Course Description

The objective of this course is to teach skills, concepts, and theories relevant to data analysis, visualization, and basic statistics. These topics will be combined in a way to provide students in-demand job skills with a focus on real-world applications.
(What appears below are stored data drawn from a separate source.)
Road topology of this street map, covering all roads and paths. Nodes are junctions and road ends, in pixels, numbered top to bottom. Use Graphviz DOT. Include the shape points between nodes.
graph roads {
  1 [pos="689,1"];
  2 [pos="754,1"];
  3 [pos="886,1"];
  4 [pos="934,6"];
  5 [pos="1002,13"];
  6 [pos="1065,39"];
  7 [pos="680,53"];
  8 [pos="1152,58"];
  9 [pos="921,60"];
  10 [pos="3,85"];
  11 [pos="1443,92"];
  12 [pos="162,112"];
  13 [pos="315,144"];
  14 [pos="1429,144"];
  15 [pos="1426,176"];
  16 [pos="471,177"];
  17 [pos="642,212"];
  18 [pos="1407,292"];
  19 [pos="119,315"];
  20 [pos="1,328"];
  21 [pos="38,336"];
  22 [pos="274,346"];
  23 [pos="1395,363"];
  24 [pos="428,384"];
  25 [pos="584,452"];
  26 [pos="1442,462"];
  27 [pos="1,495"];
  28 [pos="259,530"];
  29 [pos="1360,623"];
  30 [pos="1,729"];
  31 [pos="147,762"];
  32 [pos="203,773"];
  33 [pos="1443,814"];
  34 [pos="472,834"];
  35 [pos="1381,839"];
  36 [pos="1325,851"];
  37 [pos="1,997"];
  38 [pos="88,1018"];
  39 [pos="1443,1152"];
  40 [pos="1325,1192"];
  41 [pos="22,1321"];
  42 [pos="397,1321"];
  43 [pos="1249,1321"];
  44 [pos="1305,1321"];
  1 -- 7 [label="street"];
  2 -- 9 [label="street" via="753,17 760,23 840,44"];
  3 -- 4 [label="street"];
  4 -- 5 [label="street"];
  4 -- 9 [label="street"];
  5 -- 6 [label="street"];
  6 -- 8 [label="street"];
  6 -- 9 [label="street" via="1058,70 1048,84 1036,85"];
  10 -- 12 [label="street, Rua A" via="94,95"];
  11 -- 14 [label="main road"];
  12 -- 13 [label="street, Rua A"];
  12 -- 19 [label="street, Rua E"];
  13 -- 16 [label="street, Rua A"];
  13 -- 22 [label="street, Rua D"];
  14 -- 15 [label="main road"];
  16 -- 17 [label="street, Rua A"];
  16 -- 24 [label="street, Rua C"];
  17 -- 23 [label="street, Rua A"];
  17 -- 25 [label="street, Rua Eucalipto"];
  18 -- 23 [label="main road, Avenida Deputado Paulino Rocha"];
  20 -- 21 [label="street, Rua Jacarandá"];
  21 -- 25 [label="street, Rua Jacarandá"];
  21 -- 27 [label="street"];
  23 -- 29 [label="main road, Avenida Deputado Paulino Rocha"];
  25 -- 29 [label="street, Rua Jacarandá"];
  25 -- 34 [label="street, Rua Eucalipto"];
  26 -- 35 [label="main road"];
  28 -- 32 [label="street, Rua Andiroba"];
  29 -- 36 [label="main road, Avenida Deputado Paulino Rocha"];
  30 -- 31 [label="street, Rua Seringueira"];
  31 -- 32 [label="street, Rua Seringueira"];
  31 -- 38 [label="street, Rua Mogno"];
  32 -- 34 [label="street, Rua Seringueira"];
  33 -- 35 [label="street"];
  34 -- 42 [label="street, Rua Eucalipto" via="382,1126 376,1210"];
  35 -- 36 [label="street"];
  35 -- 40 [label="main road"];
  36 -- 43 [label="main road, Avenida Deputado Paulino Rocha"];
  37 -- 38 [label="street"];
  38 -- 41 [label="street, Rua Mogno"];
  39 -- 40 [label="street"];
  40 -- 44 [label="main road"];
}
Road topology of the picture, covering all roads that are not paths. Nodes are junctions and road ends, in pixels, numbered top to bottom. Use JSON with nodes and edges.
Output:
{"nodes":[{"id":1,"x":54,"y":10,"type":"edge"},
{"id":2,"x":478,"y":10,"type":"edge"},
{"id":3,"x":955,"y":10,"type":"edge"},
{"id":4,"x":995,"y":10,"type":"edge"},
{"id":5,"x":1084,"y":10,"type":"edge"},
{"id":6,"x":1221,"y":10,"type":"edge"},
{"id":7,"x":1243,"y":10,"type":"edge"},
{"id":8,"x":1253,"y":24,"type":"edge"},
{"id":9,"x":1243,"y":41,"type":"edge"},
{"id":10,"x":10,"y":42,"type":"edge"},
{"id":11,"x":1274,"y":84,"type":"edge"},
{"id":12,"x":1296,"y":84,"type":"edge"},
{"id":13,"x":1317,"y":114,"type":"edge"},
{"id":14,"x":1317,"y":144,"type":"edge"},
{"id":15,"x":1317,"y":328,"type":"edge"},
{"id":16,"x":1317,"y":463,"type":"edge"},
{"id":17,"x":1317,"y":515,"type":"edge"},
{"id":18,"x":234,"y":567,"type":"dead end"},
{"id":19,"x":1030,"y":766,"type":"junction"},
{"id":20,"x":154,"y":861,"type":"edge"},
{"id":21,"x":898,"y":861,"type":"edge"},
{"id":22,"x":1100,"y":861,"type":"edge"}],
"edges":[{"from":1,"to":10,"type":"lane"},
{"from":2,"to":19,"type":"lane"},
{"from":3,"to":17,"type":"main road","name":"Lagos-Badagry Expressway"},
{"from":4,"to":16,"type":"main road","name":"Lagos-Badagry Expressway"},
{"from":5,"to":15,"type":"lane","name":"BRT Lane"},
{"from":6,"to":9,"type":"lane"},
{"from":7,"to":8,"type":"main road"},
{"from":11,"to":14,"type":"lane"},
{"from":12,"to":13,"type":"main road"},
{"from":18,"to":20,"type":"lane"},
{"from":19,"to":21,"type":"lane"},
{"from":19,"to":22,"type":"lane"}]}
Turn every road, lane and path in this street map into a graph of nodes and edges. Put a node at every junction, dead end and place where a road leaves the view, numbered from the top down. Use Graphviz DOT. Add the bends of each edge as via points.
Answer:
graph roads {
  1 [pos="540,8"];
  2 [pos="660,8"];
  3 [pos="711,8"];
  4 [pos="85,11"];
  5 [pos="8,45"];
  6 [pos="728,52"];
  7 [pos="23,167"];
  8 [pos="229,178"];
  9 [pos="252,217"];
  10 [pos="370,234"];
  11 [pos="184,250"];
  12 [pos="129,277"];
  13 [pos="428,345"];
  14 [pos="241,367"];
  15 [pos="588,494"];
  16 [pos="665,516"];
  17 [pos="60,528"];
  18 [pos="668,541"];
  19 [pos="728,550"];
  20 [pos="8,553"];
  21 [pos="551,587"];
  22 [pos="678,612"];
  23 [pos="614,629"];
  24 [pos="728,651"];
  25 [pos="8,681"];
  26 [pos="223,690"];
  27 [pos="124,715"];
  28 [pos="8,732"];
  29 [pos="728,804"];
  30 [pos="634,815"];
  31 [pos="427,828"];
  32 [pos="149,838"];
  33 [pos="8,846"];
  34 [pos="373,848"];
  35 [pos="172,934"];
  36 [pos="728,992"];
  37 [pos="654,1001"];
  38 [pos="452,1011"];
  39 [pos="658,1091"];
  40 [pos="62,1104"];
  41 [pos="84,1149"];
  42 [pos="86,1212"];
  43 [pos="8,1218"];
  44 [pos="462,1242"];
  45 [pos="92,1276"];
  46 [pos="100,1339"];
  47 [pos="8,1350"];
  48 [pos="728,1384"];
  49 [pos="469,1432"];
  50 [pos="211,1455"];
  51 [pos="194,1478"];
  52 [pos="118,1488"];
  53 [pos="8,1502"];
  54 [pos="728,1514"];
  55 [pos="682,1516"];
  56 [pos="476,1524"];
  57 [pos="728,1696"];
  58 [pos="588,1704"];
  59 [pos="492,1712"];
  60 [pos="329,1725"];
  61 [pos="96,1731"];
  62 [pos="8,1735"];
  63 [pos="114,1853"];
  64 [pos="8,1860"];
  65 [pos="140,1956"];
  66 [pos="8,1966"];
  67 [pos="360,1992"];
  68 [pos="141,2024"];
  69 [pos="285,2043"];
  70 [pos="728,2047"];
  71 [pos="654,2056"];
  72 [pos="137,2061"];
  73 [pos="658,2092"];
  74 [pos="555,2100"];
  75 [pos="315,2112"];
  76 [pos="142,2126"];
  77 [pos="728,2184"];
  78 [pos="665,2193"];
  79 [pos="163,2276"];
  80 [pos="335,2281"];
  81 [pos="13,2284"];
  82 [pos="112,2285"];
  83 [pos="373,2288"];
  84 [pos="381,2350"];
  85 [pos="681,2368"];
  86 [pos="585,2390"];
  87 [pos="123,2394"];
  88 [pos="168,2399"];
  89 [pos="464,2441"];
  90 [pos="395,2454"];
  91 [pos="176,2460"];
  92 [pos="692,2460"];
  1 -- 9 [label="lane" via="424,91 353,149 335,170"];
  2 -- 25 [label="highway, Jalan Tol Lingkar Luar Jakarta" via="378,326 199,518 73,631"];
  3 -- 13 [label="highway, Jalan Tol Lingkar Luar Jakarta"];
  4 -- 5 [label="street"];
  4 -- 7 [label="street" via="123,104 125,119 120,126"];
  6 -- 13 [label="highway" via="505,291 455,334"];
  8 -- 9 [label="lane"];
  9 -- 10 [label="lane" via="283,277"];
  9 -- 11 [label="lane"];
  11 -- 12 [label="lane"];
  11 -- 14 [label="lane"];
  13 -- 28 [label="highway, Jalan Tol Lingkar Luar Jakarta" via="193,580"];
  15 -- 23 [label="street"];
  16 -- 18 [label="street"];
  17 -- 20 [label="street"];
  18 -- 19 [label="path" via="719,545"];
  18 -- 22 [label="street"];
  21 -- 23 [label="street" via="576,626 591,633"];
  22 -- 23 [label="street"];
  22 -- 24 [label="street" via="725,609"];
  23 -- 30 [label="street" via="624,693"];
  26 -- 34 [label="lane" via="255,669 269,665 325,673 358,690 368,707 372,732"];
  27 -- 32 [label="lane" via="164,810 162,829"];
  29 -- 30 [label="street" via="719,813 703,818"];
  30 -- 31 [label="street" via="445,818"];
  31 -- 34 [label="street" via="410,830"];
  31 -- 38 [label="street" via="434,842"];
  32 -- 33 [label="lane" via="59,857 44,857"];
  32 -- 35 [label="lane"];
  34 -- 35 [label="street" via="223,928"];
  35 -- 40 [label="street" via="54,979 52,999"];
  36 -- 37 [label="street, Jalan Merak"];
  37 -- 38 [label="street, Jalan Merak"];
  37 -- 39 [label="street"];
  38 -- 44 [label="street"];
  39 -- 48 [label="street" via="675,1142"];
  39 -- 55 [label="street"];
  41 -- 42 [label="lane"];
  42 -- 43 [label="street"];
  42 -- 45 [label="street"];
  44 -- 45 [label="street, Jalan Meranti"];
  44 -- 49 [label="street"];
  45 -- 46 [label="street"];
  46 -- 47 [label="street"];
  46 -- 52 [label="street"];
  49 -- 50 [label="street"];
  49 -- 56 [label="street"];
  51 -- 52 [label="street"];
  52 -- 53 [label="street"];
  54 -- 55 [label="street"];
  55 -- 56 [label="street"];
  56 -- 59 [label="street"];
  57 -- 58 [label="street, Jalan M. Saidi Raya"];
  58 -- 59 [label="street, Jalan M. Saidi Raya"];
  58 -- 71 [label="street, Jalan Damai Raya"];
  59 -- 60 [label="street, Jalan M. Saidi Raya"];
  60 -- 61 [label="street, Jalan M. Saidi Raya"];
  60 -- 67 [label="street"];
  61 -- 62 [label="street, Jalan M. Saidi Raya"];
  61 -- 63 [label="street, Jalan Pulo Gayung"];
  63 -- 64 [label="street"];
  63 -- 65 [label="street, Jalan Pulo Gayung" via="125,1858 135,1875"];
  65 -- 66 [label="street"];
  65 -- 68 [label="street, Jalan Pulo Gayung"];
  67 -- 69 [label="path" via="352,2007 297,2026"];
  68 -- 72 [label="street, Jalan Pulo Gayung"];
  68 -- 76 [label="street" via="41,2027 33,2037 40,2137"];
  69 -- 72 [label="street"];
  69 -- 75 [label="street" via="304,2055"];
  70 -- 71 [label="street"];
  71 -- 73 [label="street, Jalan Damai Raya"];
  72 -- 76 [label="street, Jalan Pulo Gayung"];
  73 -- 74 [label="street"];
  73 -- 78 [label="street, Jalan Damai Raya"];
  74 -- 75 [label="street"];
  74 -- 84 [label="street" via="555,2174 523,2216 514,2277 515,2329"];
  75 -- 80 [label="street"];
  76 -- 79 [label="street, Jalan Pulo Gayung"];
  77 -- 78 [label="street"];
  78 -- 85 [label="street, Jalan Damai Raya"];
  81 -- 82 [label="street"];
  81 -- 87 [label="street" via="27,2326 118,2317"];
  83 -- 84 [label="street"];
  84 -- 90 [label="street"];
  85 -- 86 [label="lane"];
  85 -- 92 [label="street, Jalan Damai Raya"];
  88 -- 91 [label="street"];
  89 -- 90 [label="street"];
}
Students will learn about ethical issues and the impact of bias with data, applications of statistics in Excel, data visualization tools using Excel, linear regression, time-series, and classification algorithms.

Learning Objectives

At the completion of the course, students will be able to:

• Understand implications of machine bias in case studies
• Know the differences between common data types in Excel
• Demonstrate ability to calculate standard statistical measures in Excel
• Demonstrate proficiency with common data analysis techniques in Excel, e.g., Pivot Tables and Joins
• Create and interpret a Linear Regression Model in Excel
• Create and interpret a Time Series Model in Excel
• Understand the difference between Supervised and Unsupervised Learning
• Implement Logistic Regression in Excel
• Familiarity with basic plotting tools in Excel
• Familiarity with basic concepts of Hypothesis Testing

Statistical Analysis with Excel

Schedule

Week 1

• Impact of Analytics & Ethics in the Real World
• Ethics Case Study: Criminal Recidivism
• Quiz

Week 2

• Impact of Analytics & Ethics in the Real World
• Ethics Case Study: Home Mortgage Disclosure Act
• Quiz

Week 3

• Introduction to Analysis with Excel
• Data types
• Excel Tables
• Filtering
• Selecting
• Summary Statistics
• Mean, Median, Mode
• Variance
• Standard Deviation
• Quiz

Week 4

• Pivot Tables and Pivot Charts in Excel
• Hands-on guided using custom datasets
• Test (up to pivot tables)

Week 5

• Basic Probability Theory
• Combinatorics & Permutations
• Independence
• Conditional Probability
• Quiz

Week 6

• Distributions
• Visual Summary Statistics
• Histograms
• Boxplots & interquartile ranges
• Outliers
• Quiz

Week 7

• Applications of Probability in Industry
• Quiz

Week 8

• Bayes’ Theorem
• Midterm (up to week 7)

Week 9

• Law of Large Numbers
• Central Limit Theorem
• Z-scores and applications of CLT
• Quiz

Week 10

• Applications of Statistics in Excel
• Biases
• Confirmation
• Selection
• Small sample sizes
• Exploratory Data Analysis in Excel
• Scatterplots
• Barplots
• Quiz

Week 11

• Hypothesis Testing
• Type I & Type II errors
• Confidence Intervals
• Quiz

Week 12

• More applications of Hypothesis Testing
• Test 3 (up to week 11)

Week 13

• Introduction to Supervised and Unsupervised Learning
• Relationships between variables
• Linear Regression in Excel
• Assumptions of Linear regression
• Feature Engineering
• Normalizing features
• Dealing with count data
• Interpreting residual plots

Week 14

• Time Series in Excel
• Moving Average Models
• Weighted Moving Average Models
• Quiz

Week 15

• Logistic regression
• Case Study
• Implementing Logistic Regression in Excel
• SF vs NY housing dataset
• Theory & Assumptions
• Quiz

Week 16

• Review
• Putting it all together
• What’s to come in course 2 & 3
• Final Exam